|Matthew Henry's Concise Commentary|
3:6-19 The king of Israel laments their distress, and the danger they were in. He called these kings together, yet he charges it upon Providence. Thus the foolishness of man perverteth his way, and then his heart fretteth against the Lord, Pr 19:3. It was well that Jehoshaphat inquired of the Lord now, but it had been much better if he had done it before he engaged in this war. Good men sometimes neglect their duty, till necessity and affliction drive them to it. Wicked people often fare the better for the friendship and society of the godly. To try their faith and obedience, Elisha bids them make the valley full of pits to receive water. Those who expect God's blessings, must dig pools for the rain to fill, as in the valley of Baca, and thus make even that a well, Ps 84:6. We need not inquire whence the water came. God is not tied to second causes. They that sincerely seek for the dew of God's grace, shall have it, and by it be made more than conquerors.

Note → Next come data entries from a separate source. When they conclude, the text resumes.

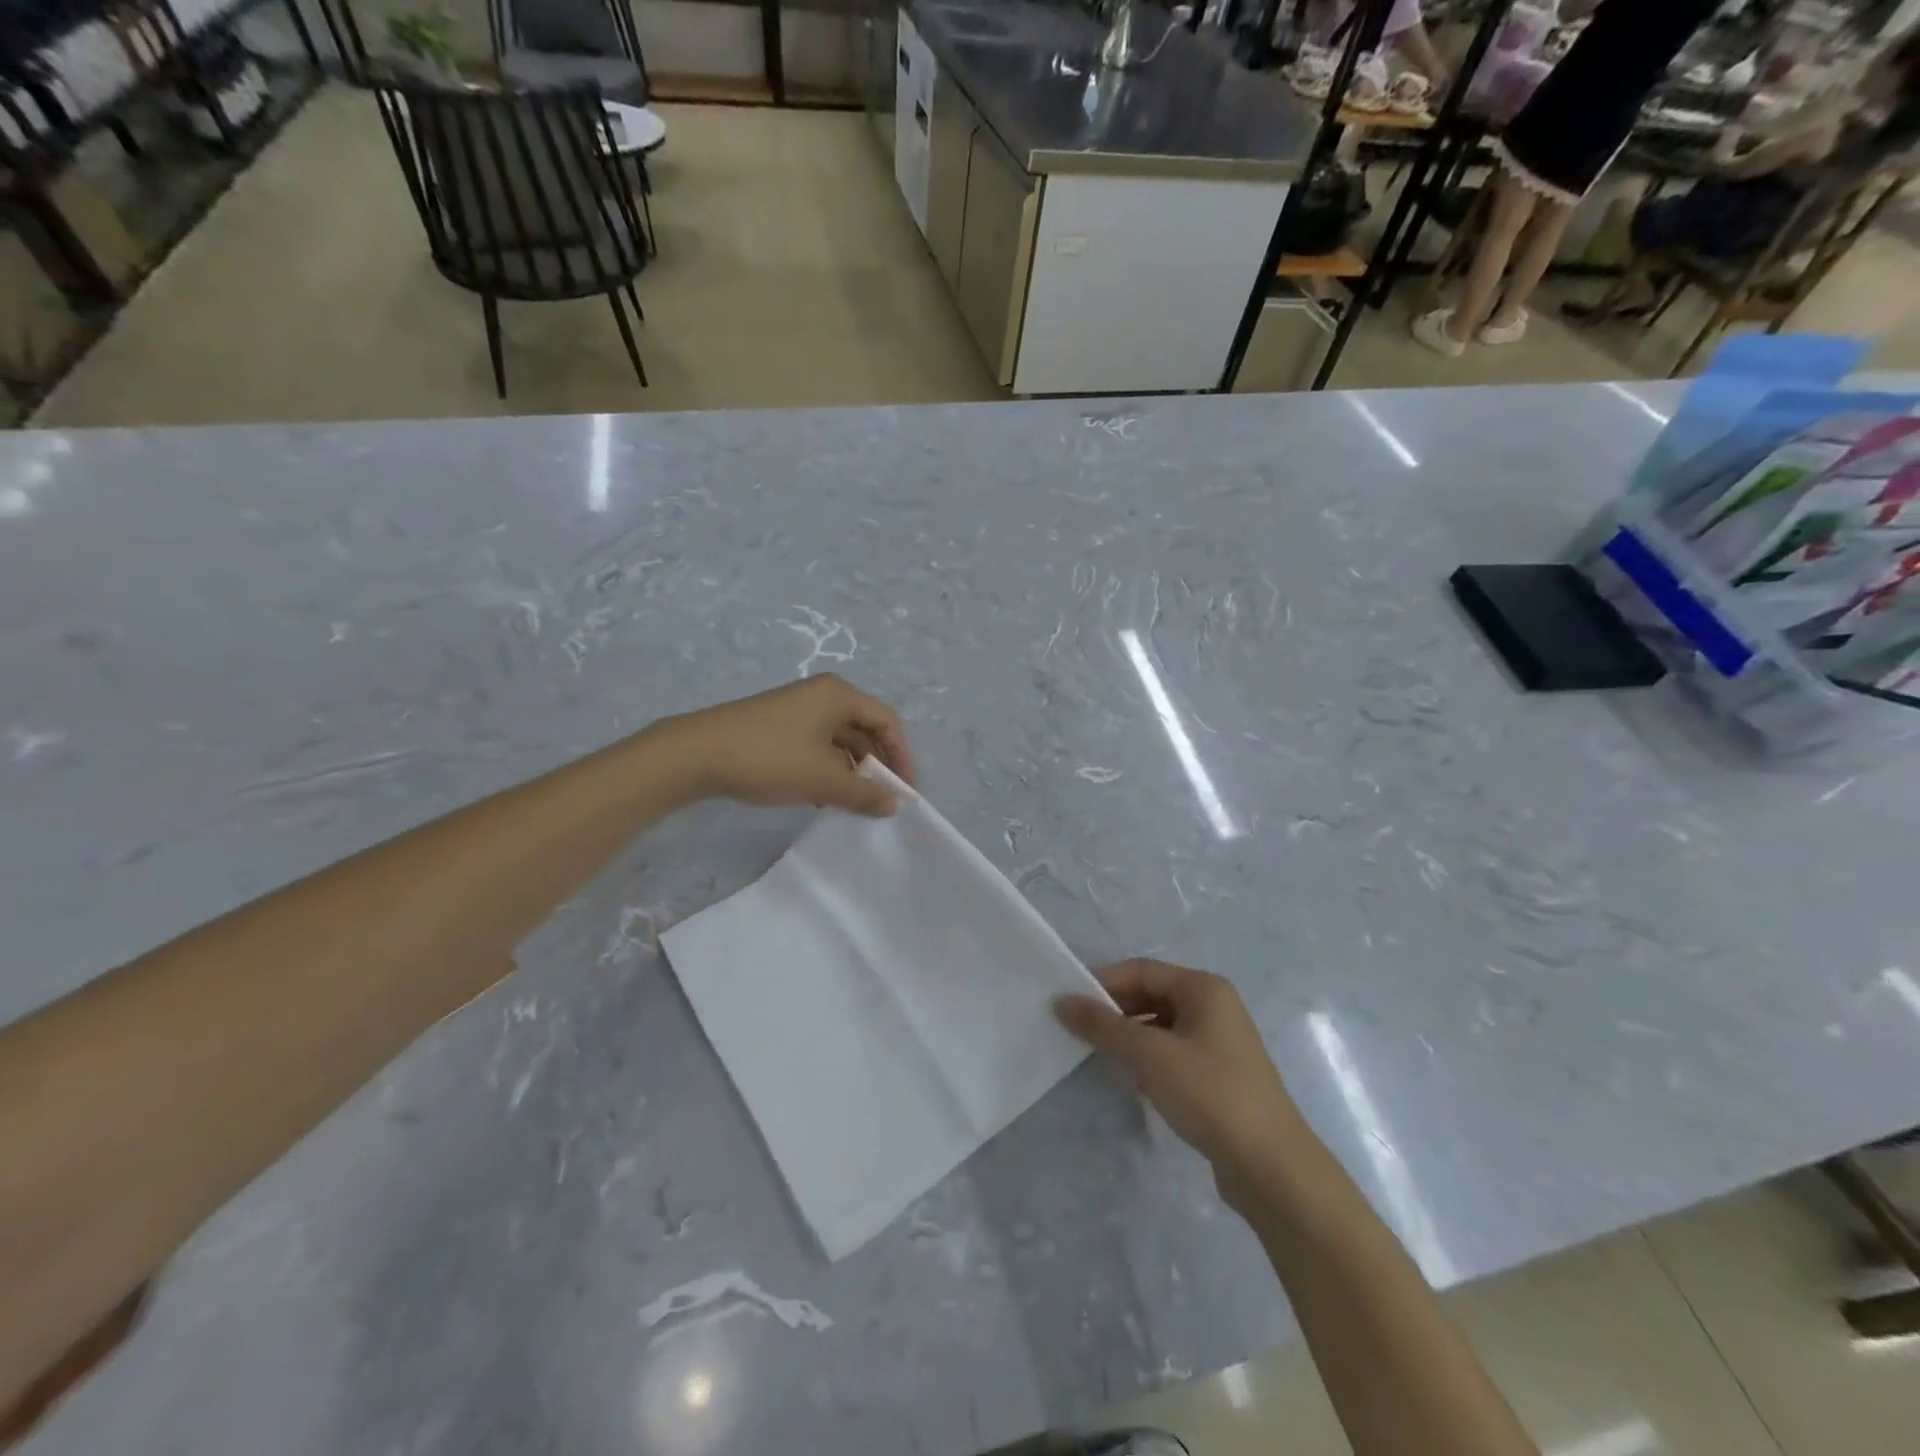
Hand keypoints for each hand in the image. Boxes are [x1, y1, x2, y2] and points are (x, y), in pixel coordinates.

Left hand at [655, 675, 916, 816]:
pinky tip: (822, 798)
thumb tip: (895, 804)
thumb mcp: (824, 780)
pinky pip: (816, 746)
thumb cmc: (771, 758)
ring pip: (839, 741)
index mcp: (839, 695)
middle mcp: (821, 696)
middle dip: (876, 765)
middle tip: (881, 798)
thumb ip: (865, 793)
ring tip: (853, 803)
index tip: (905, 790)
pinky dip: (827, 770)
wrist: (696, 754)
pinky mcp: (777, 727)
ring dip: (851, 771)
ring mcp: (796, 710)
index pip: (887, 721)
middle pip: (864, 729)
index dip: (902, 756)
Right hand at [1055, 959, 1305, 1209]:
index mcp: (1204, 989)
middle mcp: (1214, 1007)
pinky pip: (1173, 1053)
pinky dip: (1148, 1060)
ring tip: (1099, 1056)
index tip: (1068, 1003)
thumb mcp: (1150, 1055)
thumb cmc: (1210, 1094)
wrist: (1271, 1167)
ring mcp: (1219, 1043)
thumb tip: (1061, 1001)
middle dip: (1114, 1011)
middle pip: (1151, 995)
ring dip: (1129, 1037)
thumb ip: (1103, 1026)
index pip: (1141, 970)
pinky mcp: (1219, 1076)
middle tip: (1077, 1030)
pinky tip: (1131, 1081)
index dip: (1103, 983)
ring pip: (1160, 1027)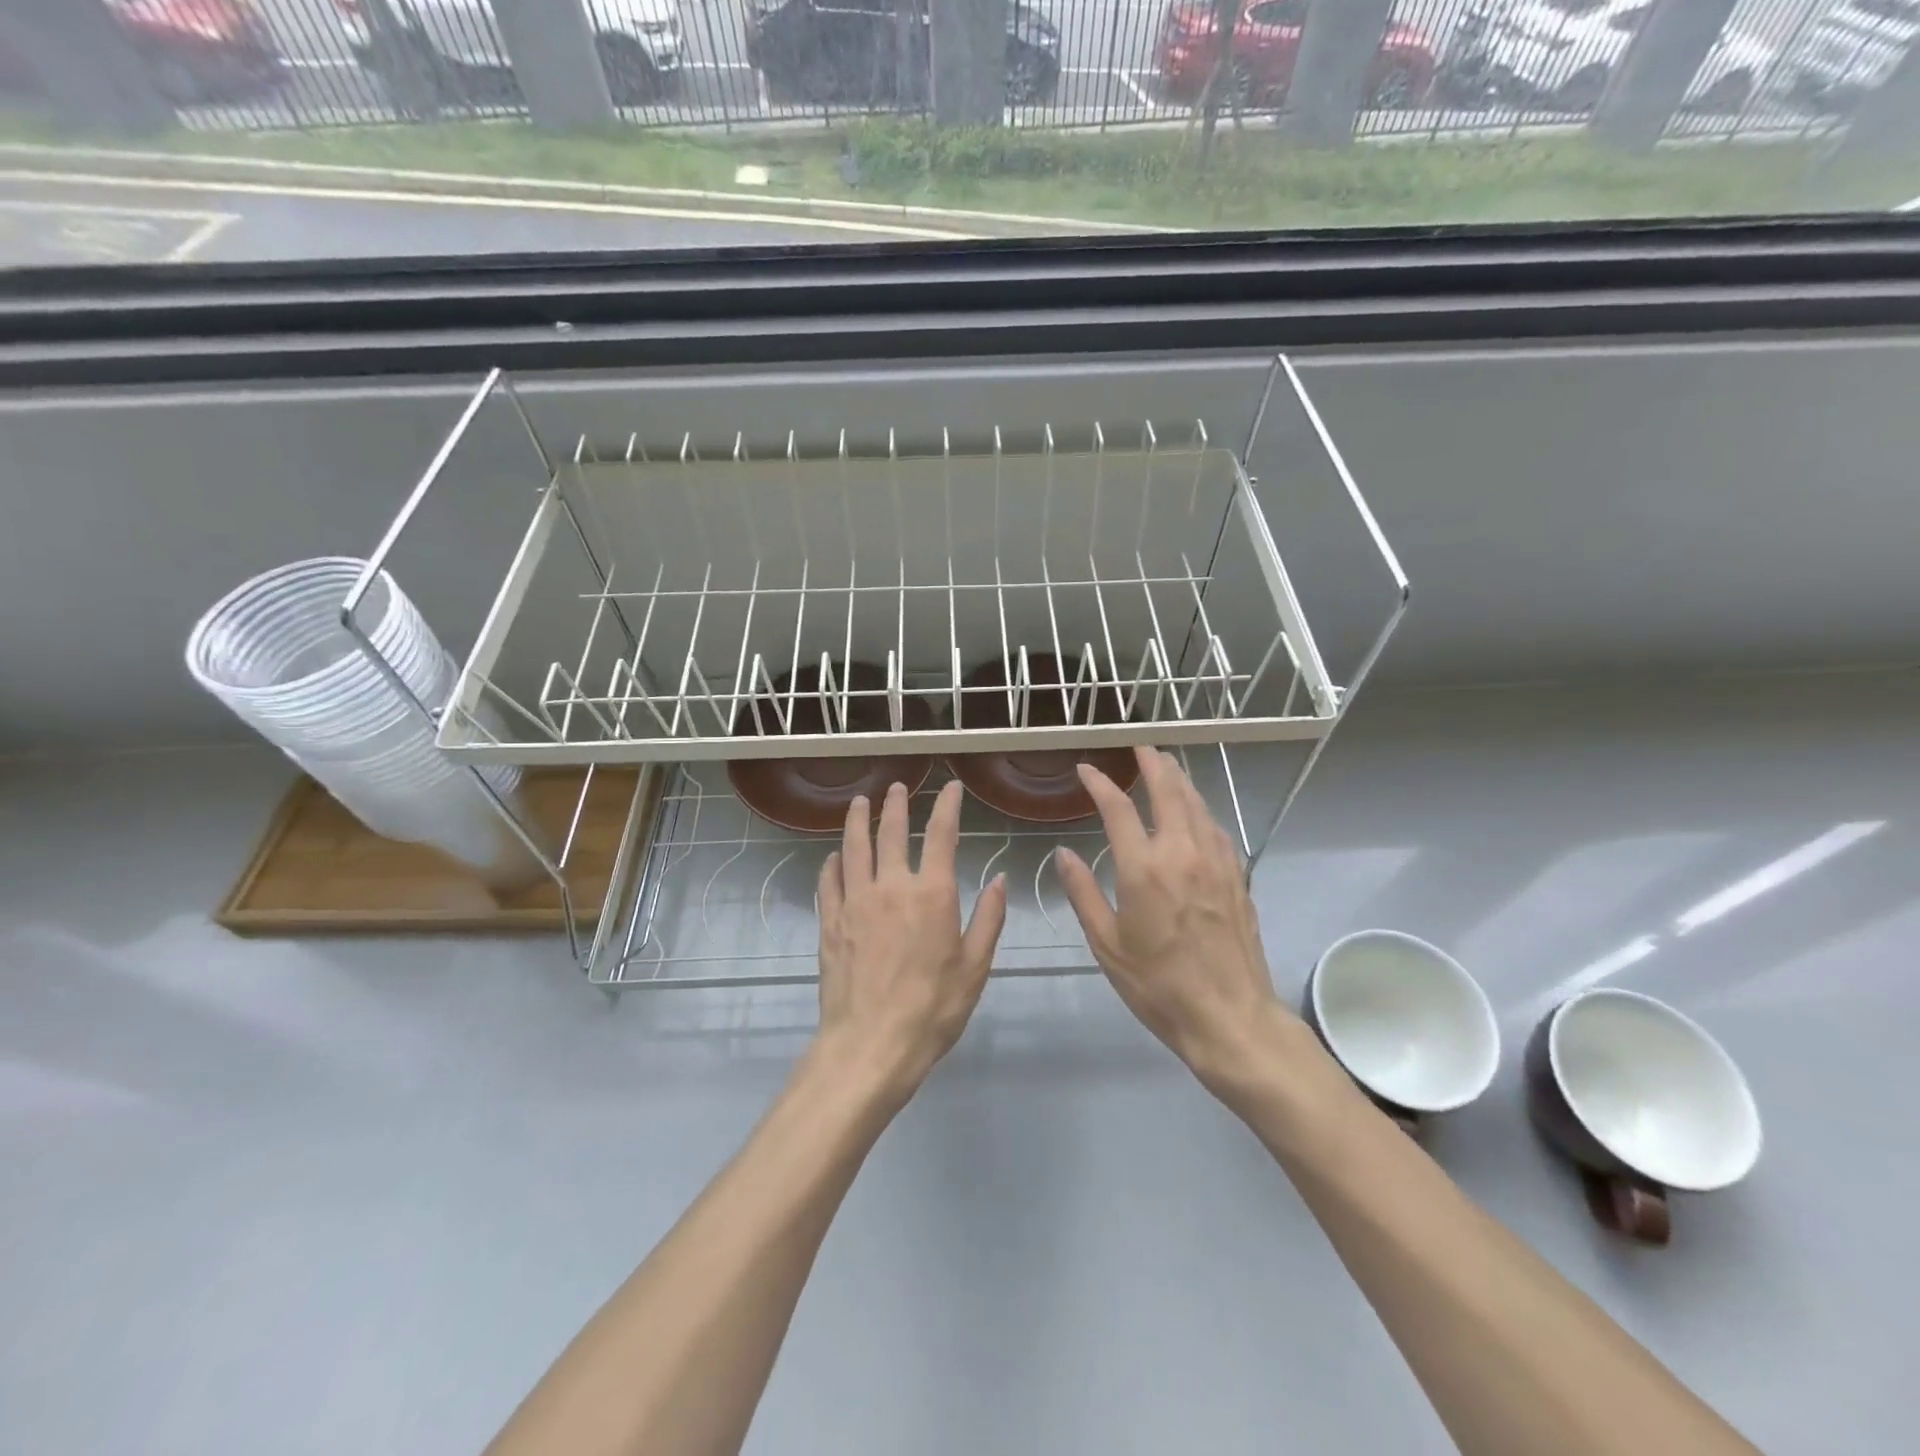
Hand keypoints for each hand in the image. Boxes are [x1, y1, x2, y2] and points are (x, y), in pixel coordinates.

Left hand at [814, 780, 1007, 1100]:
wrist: (871, 1045)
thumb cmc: (933, 1009)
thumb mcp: (975, 967)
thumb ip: (989, 918)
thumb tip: (999, 878)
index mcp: (932, 893)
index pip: (941, 834)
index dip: (947, 805)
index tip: (950, 788)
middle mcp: (891, 886)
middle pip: (892, 832)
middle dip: (896, 804)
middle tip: (896, 787)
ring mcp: (855, 901)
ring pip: (854, 847)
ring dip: (858, 820)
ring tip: (860, 802)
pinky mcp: (830, 922)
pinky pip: (829, 881)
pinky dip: (833, 862)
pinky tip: (835, 856)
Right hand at [1056, 747, 1287, 1094]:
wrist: (1229, 1016)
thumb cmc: (1158, 985)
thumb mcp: (1107, 944)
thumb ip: (1082, 892)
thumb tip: (1064, 853)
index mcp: (1144, 868)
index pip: (1118, 808)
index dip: (1100, 783)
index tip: (1087, 769)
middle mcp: (1182, 852)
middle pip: (1168, 790)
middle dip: (1152, 762)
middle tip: (1139, 746)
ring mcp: (1216, 861)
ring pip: (1197, 803)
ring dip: (1179, 779)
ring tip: (1166, 766)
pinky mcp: (1237, 875)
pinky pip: (1215, 827)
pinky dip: (1200, 808)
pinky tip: (1195, 811)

Verse 19. - And ye shall smite every fenced city, and every choice city. The LXX. omit the second clause, perhaps because they could not reproduce in Greek the assonance of the Hebrew, where the words for "fenced" and "choice" (מִבְצֶר and מִבְחור) have nearly the same sound. And shall fell every good tree. It has been said that the Law forbade this, and argued
(1) that Elisha did not here utter a command, but only a prediction (Pool), not bidding the Israelites to cut down the trees, but only telling them they would do so;
(2) that Elisha intentionally excepted the Moabites from the merciful provision of the Law (Deuteronomy 20:19, 20), having authority to do so, and regarding the Moabites as exceptionally wicked (Keil); and
(3) that the Mosaic Law was not observed under the kings, and that Elisha himself had forgotten the provision about fruit trees (Geddes). But a careful examination of the passage in Deuteronomy will show
(1) that there is no general prohibition of the cutting down of fruit trees, but only a prohibition of their being cut down for siege works;
(2) that the prohibition rests on prudential, not on moral, grounds, and is thus practically limited to cases where the conquest of the country attacked, and its occupation by the conquerors, are looked forward to. The words are, "When thou shalt besiege a city.... thou shalt not destroy the trees thereof by forcing an axe against them: for thou mayest eat of them." The destruction of the fruit trees in an enemy's country was a common feature of the wars of the period, and was largely practiced, both By the Assyrians and the Egyptians (see Layard's 'Monuments of Nineveh,' first series, p. 73; second series, pl. 40; 'Nineveh and Babylon,' p. 588; and 'Records of the Past,' vol. 2. pp. 5, 51, etc.). And stop all wells of water. The stoppage of springs and wells was another common practice in ancient times, often employed against enemies and aliens. The Philistines stopped the Hebrew wells in the days of Isaac (Genesis 26:18). Hezekiah stopped the springs of water outside Jerusalem, when he expected to be besieged By the Assyrians (2 Chronicles 32:3, 4). The Scythians, when Darius invaded their country, stopped all their own wells as they retired before him (Herod., 4:120). Arsaces III. partly stopped, and partly poi-ached, the Persian wells in his war with Antiochus the Great (Polyb., 10:28. § 5). The practice was regarded as quite legitimate. And mar every good piece of land with stones; literally, grieve every good piece of land. To clear the stones off a piece of ground was the first step towards preparing it for cultivation in the stony regions on either side of the Jordan. The clearance was generally effected by collecting the stones into heaps. When it was wished to "mar the land," the stones were there to be spread over it afresh.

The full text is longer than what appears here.